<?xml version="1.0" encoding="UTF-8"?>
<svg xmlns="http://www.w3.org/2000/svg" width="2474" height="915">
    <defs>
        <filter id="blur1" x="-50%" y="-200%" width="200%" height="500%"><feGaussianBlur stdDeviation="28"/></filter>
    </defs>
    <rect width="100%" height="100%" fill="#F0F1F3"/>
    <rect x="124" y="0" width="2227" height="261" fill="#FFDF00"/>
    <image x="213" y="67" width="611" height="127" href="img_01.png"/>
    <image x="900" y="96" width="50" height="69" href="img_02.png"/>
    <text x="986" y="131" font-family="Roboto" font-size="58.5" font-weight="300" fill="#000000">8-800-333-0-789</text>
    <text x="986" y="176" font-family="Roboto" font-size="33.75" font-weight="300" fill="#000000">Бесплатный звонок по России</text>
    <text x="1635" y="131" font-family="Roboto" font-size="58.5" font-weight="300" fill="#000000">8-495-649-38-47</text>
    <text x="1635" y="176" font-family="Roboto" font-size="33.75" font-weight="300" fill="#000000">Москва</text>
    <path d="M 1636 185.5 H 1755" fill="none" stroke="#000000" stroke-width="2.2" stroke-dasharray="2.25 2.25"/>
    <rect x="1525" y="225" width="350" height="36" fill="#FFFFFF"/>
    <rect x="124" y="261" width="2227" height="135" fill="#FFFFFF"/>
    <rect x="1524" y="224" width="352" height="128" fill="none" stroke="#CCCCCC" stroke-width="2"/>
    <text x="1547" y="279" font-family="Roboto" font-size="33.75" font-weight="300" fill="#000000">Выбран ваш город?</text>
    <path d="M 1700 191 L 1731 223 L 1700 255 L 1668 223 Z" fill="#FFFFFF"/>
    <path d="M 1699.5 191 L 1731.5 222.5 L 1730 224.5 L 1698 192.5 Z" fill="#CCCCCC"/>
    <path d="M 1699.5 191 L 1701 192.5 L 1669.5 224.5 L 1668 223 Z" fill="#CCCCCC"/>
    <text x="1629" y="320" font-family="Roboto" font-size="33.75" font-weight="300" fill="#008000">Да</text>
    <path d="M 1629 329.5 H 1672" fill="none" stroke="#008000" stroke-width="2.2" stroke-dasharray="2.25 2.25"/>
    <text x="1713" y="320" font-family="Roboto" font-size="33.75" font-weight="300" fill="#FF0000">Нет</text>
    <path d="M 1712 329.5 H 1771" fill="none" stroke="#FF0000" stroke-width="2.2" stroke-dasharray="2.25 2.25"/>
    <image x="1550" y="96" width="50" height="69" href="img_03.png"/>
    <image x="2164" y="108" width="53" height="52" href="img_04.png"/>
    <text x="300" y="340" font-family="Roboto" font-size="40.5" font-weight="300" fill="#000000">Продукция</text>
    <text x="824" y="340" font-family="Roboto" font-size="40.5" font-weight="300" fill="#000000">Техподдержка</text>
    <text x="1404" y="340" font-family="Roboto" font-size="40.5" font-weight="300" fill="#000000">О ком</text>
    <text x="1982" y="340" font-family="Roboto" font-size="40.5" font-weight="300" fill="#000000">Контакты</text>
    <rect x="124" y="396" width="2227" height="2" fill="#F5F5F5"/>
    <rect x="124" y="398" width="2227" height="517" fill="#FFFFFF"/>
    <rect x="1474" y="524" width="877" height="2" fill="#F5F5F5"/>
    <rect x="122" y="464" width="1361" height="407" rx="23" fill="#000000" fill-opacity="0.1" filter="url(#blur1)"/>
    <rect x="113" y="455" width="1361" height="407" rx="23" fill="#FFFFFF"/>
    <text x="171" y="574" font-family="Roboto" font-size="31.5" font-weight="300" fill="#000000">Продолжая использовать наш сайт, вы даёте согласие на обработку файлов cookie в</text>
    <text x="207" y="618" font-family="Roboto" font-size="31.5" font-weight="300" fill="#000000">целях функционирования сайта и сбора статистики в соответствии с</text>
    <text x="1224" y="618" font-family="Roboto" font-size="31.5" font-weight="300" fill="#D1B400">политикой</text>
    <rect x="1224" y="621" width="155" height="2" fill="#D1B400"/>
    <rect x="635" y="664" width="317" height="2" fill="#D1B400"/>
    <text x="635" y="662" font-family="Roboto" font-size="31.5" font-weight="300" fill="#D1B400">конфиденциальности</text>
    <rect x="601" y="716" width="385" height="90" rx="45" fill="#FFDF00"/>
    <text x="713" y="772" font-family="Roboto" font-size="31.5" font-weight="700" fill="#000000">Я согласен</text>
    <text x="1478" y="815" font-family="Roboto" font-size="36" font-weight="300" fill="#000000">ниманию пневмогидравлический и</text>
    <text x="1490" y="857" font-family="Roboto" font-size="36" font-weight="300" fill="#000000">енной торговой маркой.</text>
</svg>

= = = = =

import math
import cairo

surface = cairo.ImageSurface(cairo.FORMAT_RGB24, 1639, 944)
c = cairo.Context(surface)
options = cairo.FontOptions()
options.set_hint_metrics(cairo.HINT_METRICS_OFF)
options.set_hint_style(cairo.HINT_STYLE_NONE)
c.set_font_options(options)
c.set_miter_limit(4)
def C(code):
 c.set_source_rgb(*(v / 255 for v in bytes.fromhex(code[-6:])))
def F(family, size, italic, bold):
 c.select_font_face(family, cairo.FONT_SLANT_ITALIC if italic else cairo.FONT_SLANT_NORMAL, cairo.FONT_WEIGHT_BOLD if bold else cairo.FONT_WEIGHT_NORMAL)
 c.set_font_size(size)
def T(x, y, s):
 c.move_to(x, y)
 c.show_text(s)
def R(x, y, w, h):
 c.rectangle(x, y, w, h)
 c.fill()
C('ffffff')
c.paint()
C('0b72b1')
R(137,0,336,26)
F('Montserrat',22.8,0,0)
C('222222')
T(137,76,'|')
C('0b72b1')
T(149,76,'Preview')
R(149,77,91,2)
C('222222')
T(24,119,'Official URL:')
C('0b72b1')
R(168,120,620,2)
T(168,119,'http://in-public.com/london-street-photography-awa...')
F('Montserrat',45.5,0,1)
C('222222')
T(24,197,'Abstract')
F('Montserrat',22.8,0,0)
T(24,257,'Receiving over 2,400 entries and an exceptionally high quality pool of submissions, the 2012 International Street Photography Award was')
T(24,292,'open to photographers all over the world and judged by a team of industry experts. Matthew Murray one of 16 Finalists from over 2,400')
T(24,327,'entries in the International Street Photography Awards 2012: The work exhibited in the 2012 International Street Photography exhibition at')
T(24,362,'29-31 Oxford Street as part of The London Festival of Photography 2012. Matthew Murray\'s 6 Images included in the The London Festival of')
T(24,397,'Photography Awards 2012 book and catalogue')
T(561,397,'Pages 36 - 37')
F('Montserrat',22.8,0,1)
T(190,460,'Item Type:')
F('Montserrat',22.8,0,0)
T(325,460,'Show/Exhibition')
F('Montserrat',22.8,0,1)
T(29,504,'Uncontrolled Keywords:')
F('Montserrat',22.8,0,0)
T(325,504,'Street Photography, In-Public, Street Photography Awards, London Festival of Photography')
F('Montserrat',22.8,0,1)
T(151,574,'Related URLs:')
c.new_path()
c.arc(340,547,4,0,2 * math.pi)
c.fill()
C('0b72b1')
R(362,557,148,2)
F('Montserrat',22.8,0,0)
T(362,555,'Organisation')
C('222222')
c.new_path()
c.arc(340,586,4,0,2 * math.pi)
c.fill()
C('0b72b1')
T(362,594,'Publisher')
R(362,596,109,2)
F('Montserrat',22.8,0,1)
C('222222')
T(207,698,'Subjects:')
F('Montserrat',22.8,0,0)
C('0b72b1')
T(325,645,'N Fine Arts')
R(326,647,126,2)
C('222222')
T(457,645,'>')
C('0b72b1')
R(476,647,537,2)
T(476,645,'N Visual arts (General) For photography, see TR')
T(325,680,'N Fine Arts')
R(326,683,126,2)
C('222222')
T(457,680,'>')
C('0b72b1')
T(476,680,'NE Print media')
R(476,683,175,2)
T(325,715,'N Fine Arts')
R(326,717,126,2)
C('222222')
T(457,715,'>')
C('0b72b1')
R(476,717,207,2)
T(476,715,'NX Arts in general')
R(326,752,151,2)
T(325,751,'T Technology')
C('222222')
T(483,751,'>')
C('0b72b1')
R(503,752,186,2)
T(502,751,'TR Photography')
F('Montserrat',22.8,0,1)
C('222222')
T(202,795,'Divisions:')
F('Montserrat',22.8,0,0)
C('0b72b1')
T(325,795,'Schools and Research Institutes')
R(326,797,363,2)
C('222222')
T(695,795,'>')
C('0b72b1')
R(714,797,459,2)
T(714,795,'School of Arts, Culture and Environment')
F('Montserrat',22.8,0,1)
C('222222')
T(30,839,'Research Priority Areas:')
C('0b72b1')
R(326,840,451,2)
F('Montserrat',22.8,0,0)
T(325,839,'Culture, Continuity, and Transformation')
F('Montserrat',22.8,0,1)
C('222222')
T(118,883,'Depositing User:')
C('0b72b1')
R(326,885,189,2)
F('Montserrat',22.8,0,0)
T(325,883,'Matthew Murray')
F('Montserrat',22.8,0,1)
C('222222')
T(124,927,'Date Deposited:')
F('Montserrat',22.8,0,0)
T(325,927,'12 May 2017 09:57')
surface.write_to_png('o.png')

= = = = =

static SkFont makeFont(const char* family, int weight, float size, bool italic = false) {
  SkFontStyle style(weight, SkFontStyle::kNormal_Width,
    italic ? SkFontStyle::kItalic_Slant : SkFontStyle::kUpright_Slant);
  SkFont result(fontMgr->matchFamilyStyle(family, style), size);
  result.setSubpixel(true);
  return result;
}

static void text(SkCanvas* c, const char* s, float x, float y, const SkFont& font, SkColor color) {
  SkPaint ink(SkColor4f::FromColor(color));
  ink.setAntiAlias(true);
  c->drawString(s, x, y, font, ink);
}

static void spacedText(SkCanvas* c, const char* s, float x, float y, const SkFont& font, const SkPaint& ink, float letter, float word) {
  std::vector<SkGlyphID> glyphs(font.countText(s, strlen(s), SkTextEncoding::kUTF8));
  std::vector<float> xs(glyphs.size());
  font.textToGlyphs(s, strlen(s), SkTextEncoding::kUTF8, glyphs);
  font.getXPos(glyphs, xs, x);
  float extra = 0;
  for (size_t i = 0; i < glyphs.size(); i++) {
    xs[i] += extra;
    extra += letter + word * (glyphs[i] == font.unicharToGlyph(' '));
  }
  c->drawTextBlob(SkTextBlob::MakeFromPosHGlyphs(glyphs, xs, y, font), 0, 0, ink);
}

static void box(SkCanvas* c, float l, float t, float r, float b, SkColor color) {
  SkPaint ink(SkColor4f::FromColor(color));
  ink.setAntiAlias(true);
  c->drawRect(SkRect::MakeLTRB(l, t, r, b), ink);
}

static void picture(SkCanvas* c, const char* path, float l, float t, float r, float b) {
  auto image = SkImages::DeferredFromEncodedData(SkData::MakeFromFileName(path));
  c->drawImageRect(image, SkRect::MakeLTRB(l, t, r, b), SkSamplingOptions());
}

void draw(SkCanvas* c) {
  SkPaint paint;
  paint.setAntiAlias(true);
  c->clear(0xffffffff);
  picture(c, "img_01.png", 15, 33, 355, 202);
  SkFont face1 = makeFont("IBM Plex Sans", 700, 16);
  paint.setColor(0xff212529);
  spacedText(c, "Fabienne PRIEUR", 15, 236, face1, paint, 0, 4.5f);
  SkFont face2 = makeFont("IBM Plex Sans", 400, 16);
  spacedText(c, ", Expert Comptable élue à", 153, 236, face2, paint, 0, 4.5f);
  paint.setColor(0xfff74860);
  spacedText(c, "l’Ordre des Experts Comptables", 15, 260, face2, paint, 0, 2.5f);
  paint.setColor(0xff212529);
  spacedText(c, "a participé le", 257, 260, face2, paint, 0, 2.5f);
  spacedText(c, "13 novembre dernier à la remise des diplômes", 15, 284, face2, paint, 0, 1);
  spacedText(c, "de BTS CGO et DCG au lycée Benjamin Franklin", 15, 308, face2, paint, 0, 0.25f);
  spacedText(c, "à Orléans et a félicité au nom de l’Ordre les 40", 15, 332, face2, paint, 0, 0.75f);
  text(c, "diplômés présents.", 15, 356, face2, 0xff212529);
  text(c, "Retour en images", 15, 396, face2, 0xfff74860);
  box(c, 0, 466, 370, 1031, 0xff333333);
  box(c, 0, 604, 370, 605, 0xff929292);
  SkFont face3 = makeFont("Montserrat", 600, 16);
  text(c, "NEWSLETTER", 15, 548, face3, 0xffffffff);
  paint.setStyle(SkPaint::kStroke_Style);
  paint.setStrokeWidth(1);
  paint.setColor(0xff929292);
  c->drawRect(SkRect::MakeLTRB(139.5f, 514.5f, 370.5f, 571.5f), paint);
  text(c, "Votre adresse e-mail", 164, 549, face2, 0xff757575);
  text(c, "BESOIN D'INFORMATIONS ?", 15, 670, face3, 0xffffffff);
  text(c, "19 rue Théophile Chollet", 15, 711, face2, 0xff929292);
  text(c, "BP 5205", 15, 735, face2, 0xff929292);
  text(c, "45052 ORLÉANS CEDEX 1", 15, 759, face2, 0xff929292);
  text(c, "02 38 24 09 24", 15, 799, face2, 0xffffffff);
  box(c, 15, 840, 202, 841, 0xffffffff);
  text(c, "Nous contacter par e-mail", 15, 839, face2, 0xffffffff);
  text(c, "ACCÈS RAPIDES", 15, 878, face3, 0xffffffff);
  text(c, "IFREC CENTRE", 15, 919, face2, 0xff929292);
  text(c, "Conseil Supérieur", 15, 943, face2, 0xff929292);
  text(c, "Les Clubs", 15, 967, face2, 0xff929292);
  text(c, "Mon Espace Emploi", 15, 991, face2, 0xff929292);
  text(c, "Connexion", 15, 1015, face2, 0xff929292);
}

= = = = =

(Exercise details) All that is wanted is a faithful reproduction of the line above with "import math", the line with "c.set_font_options(options)", and every line in between.

(Expected answer)
import math
import cairo

surface = cairo.ImageSurface(cairo.FORMAT_RGB24, 1639, 944)
c = cairo.Context(surface)
options = cairo.FontOptions()
options.set_hint_metrics(cairo.HINT_METRICS_OFF)
options.set_hint_style(cairo.HINT_STYLE_NONE)
c.set_font_options(options)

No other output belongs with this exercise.